Page 10 of Rising Darkness


  Full darkness had descended. The sky was a latticework of thin clouds and clear starlight, hung over a dark, quiet countryside dotted with farmland and clustered lights from the occasional neighborhood. There was a half-moon. She glanced at the moon a few times to see if it was surrounded by the Van Gogh effect, but it was partly obscured by clouds so she couldn’t tell. She gave up and concentrated on her driving instead.

  She kept a back window cracked open. She was traveling at a speed that made the frigid wind knife through the interior but rather than close her window and perhaps trap her daemon outside, she turned up the heat. Welcome warmth blew over her damp hair. She sipped coffee and tried, as much as she was able, to let the tranquil scene soothe her jangled nerves.

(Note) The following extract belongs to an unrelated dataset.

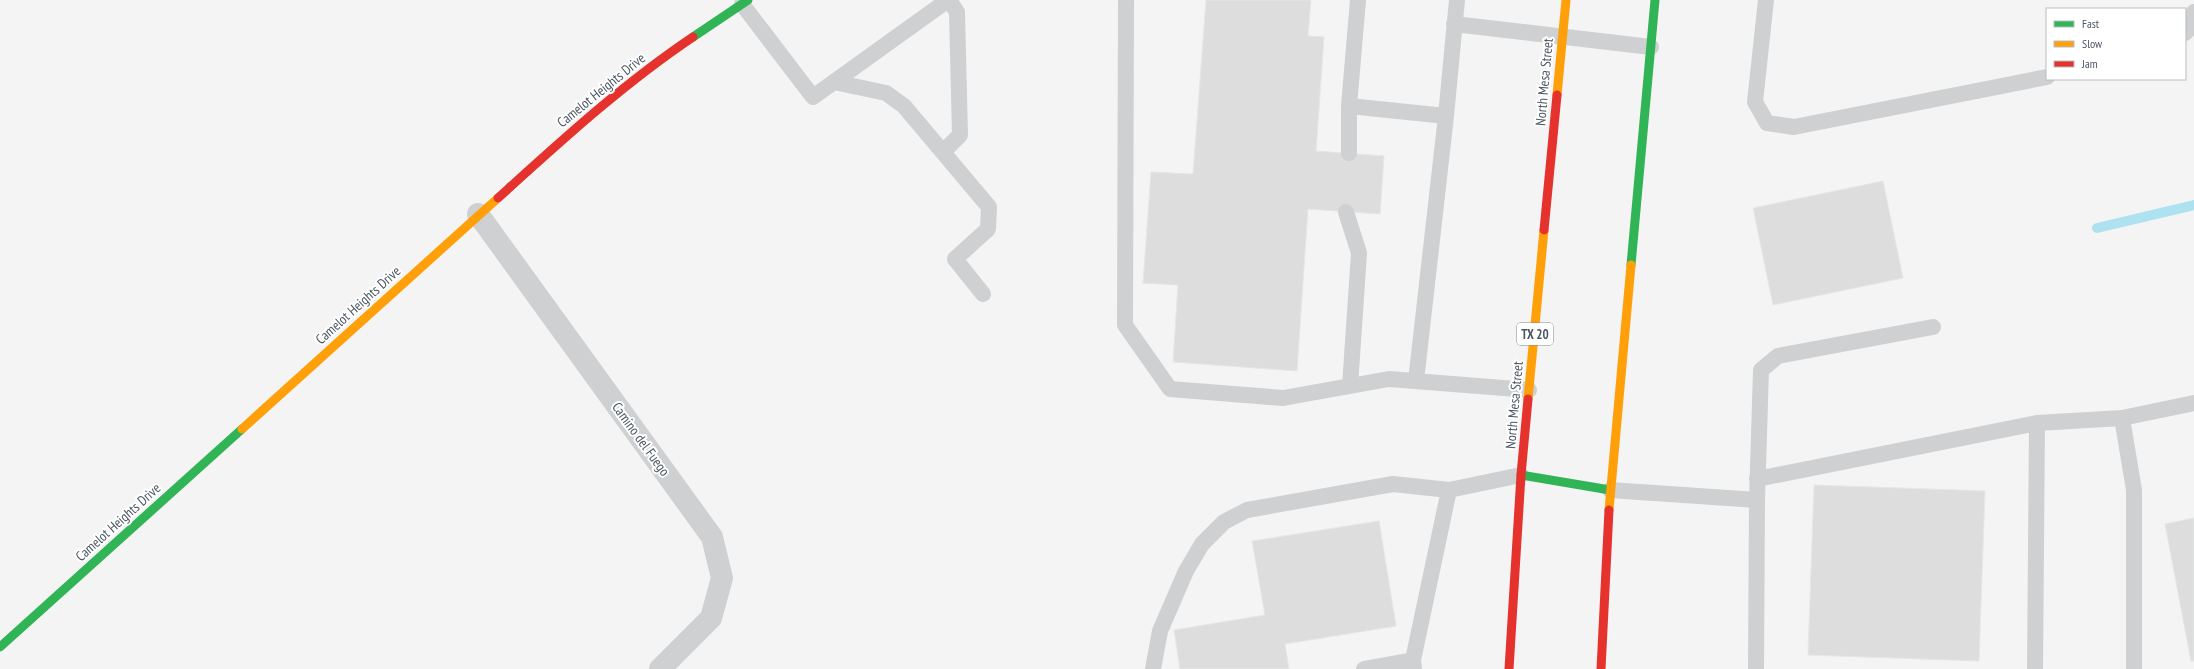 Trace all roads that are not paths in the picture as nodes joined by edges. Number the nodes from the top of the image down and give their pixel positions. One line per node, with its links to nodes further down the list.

  She needed to regroup and gather her energy. It was difficult to do when she felt like someone had scraped her insides raw with the jagged edge of a grapefruit spoon. Whatever else happened next—and she truly could not imagine what that would be—she knew she was in for a long, hard night, and another long, hard day tomorrow.

  Soon she reached the exit for Highway 131. She suffered a few bad moments as she pulled up to pay at the tollbooth. Her fingers were shaking as she handed money to the attendant, but the middle-aged man seemed bored and sleepy, and he hardly spared her a second glance.

  Giddy with relief, she pulled up to the intersection and turned north. She made good time for a while as she passed through the small towns sprinkled throughout southern Michigan. Soon the highway broadened into four lanes. Then she picked up speed again, soaking up a fugitive sense of safety she felt at increasing the physical distance between her and South Bend.

  Close to an hour later, she came to the outskirts of Kalamazoo and the traffic increased, and a horrified realization swept over her. I-94 was another fast highway. It hugged the southern part of Lake Michigan like a lover, curved north to St. Joe and then sliced due east across the width of Michigan.

  It was a quick route, easy to drive. Someone could have traveled directly from St. Joe and already be in the Kalamazoo area, lying in wait for her arrival.

  Wait. Did that even make sense? If she didn’t have any idea where she was going, how could anybody else know? Was she panicking unnecessarily? The problem was, she didn’t understand how they had found her in the first place.

  Her attackers were somehow connected to the police, and she was vulnerable through the license plates on her car. But if someone had traced her that way, wouldn’t they have already pulled her over? Or could somebody be following her even now? How could she tell in the dark?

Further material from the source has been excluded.